J'étais seul, complètement seul, étendu sur mon lit défait, les yeux rivés au plafond blanc comme si les fissures sur la peinture écaillée allaient miraculeusement me donner la réponse à tout ce bordel qui tournait dans ma tête.

Mes pensées tournaient en boucle infernale, s'entrechoquaient violemment comme des vagues trop fortes qui finissent inexorablement par m'engloutir. Je me noyais dans mes propres doutes.

Hier. Putain, hier.

C'était le chaos absolu. Tout s'est passé beaucoup trop vite, beaucoup trop brutalement. Comme si le temps lui-même avait brusquement accéléré sans prévenir personne, nous laissant tous sur le carreau.

Vous n'allez pas me croire... mais Hannah est morte. Vraiment morte.

Une fille de seize ans. Discrète. Intelligente. Observatrice.

Morte.

Et la pire partie dans tout ça ? Tout le lycée, absolument toutes ces voix qui murmurent sans arrêt, qui chuchotent dans les couloirs... Elles accusent Nathan. Mon meilleur ami. L'ami que je croyais invincible, inébranlable.

Mais il y a un truc majeur qui cloche. Un truc énorme que personne ne veut voir. Que personne ne veut accepter.

Le lycée a officiellement annoncé que Nathan ne pouvait mathématiquement pas être coupable. Selon les profs et l'administration, il était coincé dans le bureau fermé du proviseur au moment exact où Hannah est morte, à quinze heures trente précises, retrouvée inconsciente dans le lit de l'infirmerie.

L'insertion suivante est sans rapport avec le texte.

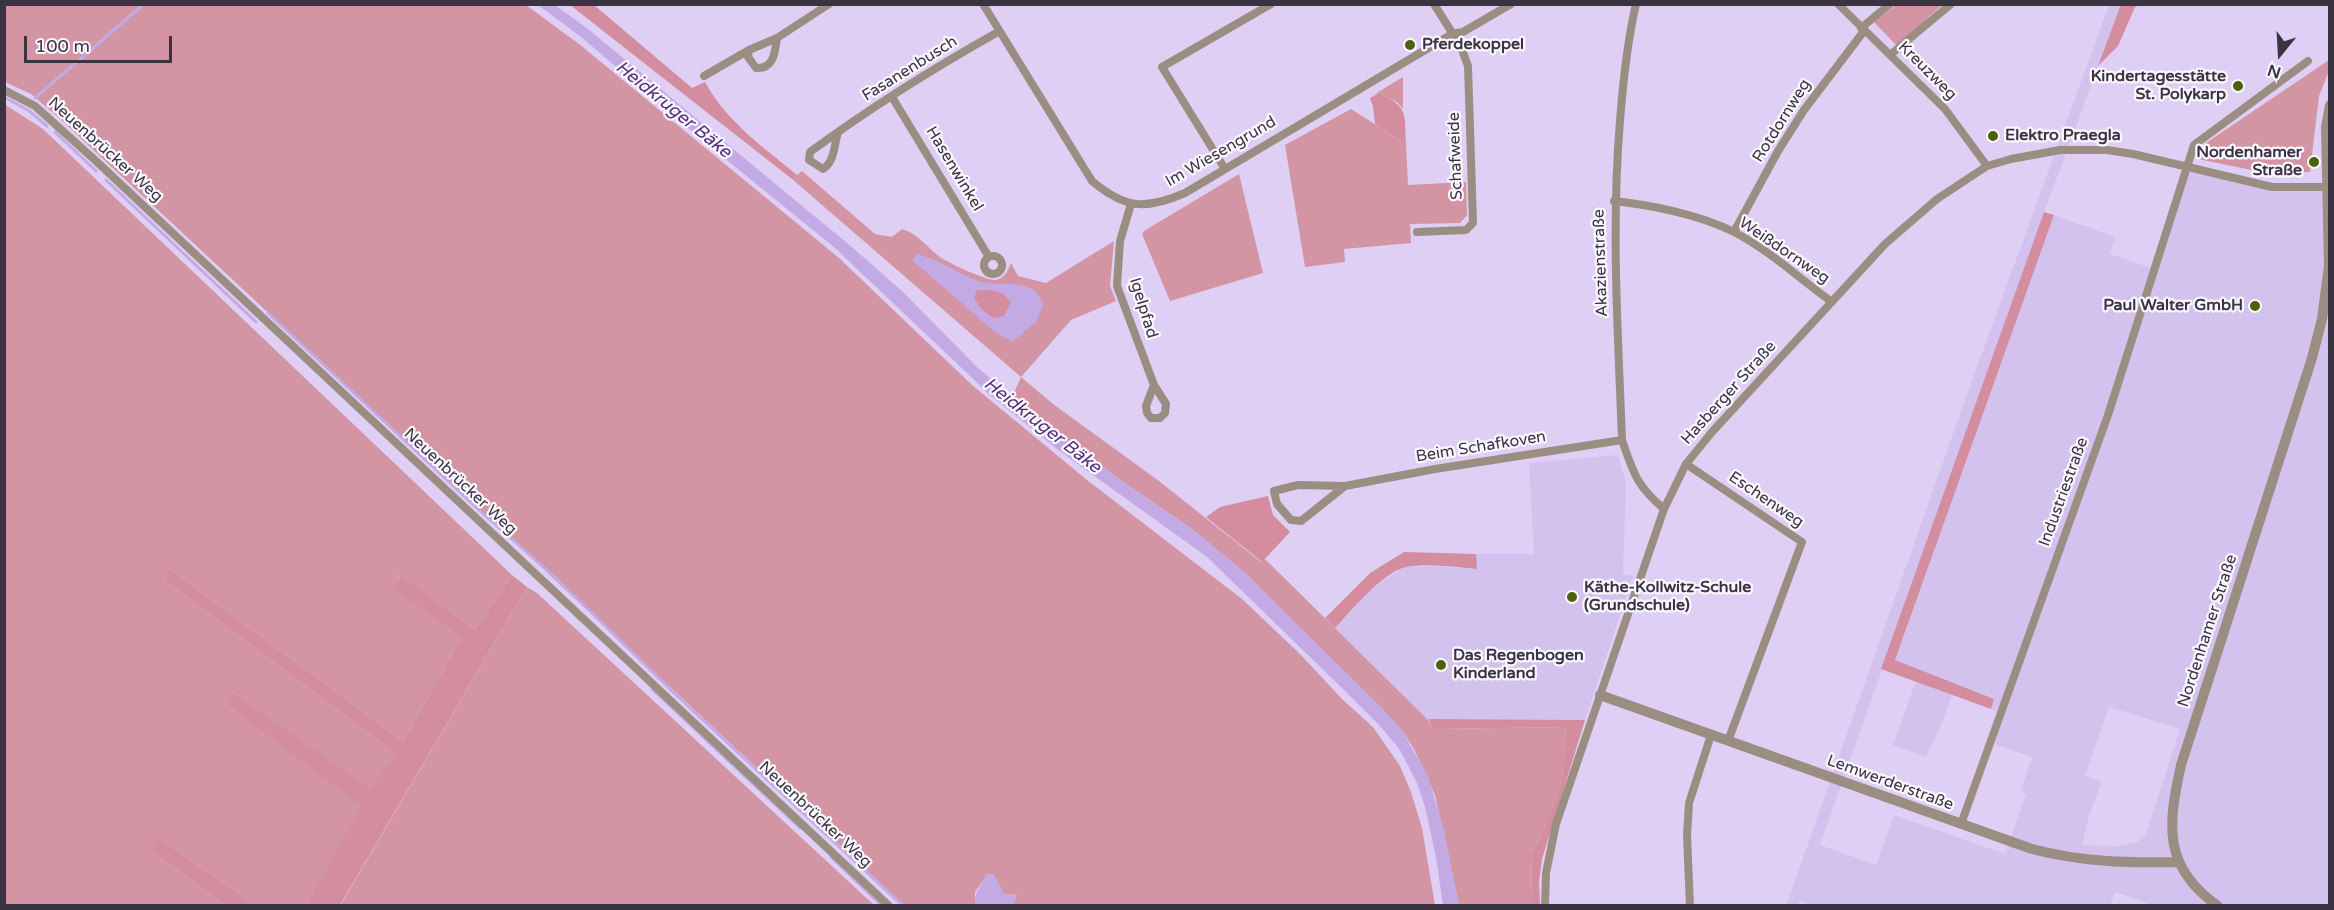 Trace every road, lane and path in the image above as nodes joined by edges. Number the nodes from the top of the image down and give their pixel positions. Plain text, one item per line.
1 (829, 4) edge
2 (983, 4) edge
3 (1271, 4) edge
4 (1434, 4) edge
5 (1510, 4) edge
6 (1636, 4) edge
7 (1838, 4) edge
8 (1890, 4) edge
9 (1951, 4) edge
10 (1862, 30) junction
11 (998, 32) junction
12 (1452, 34) junction
13 (777, 38) junction
14 (749, 50) junction
15 (1890, 55) junction
16 (2308, 61) dead end
17 (704, 76) dead end
18 (4, 90) edge
19 (892, 97) junction
20 (2330, 105) edge
21 (838, 132) dead end
22 (1987, 166) junction
23 (2186, 168) junction
24 (1226, 169) junction
25 (2327, 187) junction
26 (1614, 201) junction
27 (1131, 204) junction
28 (1416, 232) dead end
29 (1734, 232) junction
30 (989, 257) dead end
31 (1832, 302) junction
32 (2327, 302) edge
33 (1154, 385) dead end
34 (1622, 440) junction
35 (1686, 464) junction
36 (1345, 486) junction
37 (1664, 509) junction
38 (1600, 695) junction
39 (1711, 735) junction
40 (1728, 741) junction
41 (1961, 824) junction
42 (2177, 862) junction
43 (889, 906) edge
44 (1545, 906) edge
45 (1690, 906) edge
46 (2218, 906) edge

1 - 13 street
2 - 11 street
3 - 24 street
4 - 12 street
5 - 12 street, Im Wiesengrund
6 - 26 street, Akazienstraße
7 - 10 street, Kreuzweg
8 - 10 street, Rotdornweg
9 - 15 street
10 - 15 street, Kreuzweg
10 - 29 street, Rotdornweg
11 - 19 street, Fasanenbusch
11 - 27 street
12 - 24 street, Im Wiesengrund
12 - 28 street, Schafweide
13 - 14 street
13 - 14 street
14 - 17 street
15 - 22 street, Kreuzweg
16 - 23 street
18 - 43 street, Neuenbrücker Weg
19 - 21 street, Fasanenbusch
19 - 30 street, Hasenwinkel
20 - 25 street, Nordenhamer Straße
22 - 23 street, Hasberger Straße
22 - 31 street, Hasberger Straße
23 - 25 street, Hasberger Straße
23 - 41 street, Industriestraße
24 - 27 street, Im Wiesengrund
25 - 32 street, Nordenhamer Straße
26 - 29 street, Weißdornweg
26 - 34 street, Akazienstraße
27 - 33 street, Igelpfad
29 - 31 street, Weißdornweg
31 - 35 street, Hasberger Straße
32 - 42 street, Nordenhamer Straße
34 - 36 street, Beim Schafkoven
34 - 37 street, Akazienstraße
35 - 37 street, Hasberger Straße
35 - 40 street, Eschenweg
36 - 36 street, Beim Schafkoven
37 - 38 street, Hasberger Straße
38 - 39 street, Lemwerderstraße
38 - 44 street, Hasberger Straße
39 - 40 street, Lemwerderstraße
39 - 45 street
40 - 41 street, Lemwerderstraße
41 - 42 street, Lemwerderstraße
42 - 46 street, Nordenhamer Straße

Une overdose. Une putain d'overdose massive de somnifères.

Nathan avait effectivement bien ouvert le bal avec cette histoire de première injection à la cantine. Mais ce que personne ne réalise, ce que personne ne veut voir, c'est qu'une deuxième piqûre a été découverte sur le corps d'Hannah. Une dose absolument astronomique de somnifère. Mortelle.

Or, Nathan n'aurait jamais, jamais pu injecter ça lui-même. Impossible physiquement. Au moment précis des faits, il était sous surveillance constante, enfermé dans une salle où strictement personne ne pouvait entrer ni sortir sans être vu.

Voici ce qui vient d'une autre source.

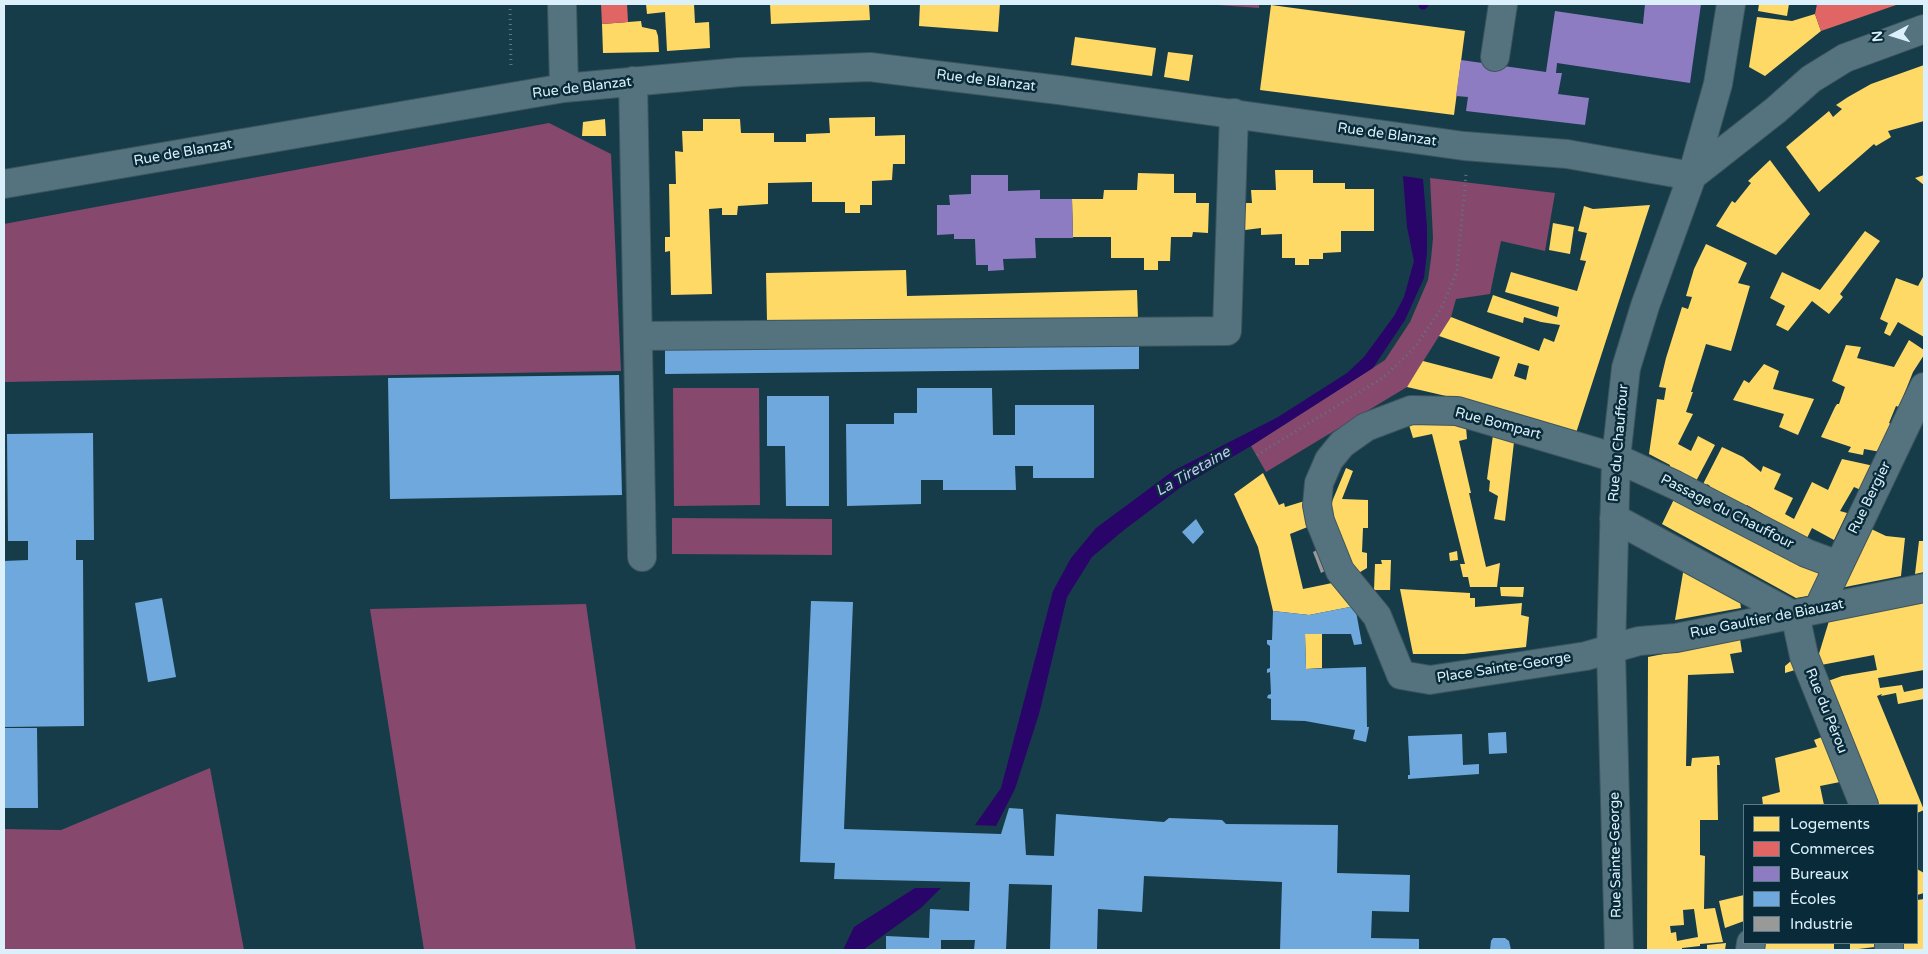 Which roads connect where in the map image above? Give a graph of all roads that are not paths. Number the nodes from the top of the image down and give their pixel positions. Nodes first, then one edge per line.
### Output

Alors pourquoi, putain, pourquoi tout le monde continue obstinément de le pointer du doigt ? Pourquoi les regards, les murmures, les accusations silencieuses ?

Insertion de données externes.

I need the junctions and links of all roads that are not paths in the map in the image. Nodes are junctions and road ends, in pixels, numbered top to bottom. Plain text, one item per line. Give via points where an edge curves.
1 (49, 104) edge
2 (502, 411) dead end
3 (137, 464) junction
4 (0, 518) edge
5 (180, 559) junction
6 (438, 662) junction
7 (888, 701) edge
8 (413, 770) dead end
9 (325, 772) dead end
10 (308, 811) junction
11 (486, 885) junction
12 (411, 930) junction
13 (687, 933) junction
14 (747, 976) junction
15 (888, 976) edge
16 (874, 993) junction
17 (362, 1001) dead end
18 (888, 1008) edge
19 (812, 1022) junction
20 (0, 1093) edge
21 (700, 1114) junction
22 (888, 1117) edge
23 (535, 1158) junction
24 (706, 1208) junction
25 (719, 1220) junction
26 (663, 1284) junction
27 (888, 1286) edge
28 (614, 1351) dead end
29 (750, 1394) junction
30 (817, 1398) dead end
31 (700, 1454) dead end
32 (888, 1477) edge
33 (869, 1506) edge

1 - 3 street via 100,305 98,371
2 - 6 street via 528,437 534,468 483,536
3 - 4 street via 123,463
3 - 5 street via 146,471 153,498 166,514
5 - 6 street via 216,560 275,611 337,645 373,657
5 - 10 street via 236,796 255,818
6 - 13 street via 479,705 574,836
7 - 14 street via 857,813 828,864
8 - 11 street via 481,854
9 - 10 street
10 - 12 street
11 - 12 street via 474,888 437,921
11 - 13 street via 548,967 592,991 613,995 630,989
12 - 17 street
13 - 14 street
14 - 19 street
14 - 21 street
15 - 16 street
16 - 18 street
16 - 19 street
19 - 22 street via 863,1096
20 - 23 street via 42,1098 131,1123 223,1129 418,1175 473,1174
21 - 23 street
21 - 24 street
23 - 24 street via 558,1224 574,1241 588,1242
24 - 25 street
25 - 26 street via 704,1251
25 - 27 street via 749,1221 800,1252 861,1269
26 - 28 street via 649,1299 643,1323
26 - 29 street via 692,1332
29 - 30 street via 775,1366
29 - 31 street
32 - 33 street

Parce que c'est tellement plus simple de s'en prendre à lui. Plus simple, plus confortable de croire à un coupable tout trouvé, bien visible, déjà désigné.

J'enfonce violemment ma tête dans l'oreiller moelleux, suffoquant presque sous le tissu. J'ai envie de hurler à m'en déchirer les cordes vocales, de tout casser dans cette chambre, mais je reste là, complètement paralysé par ce déni collectif qui me ronge de l'intérieur.

Comment mon meilleur pote, mon frère de cœur, aurait pu faire une chose pareille ? Qu'est-ce qui aurait pu le pousser à tuer ? Je connais ses secrets les plus sombres, ses failles profondes, ses rêves les plus fous... et tuer une fille qu'il connaît à peine, publiquement, devant des témoins, ça n'a strictement aucun sens logique.

Mais j'en suis absolument sûr, même s'il était au bout du rouleau psychologique, Nathan n'aurait jamais fait ça de manière aussi stupide et évidente. Il aurait été infiniment plus discret, plus malin, plus calculateur.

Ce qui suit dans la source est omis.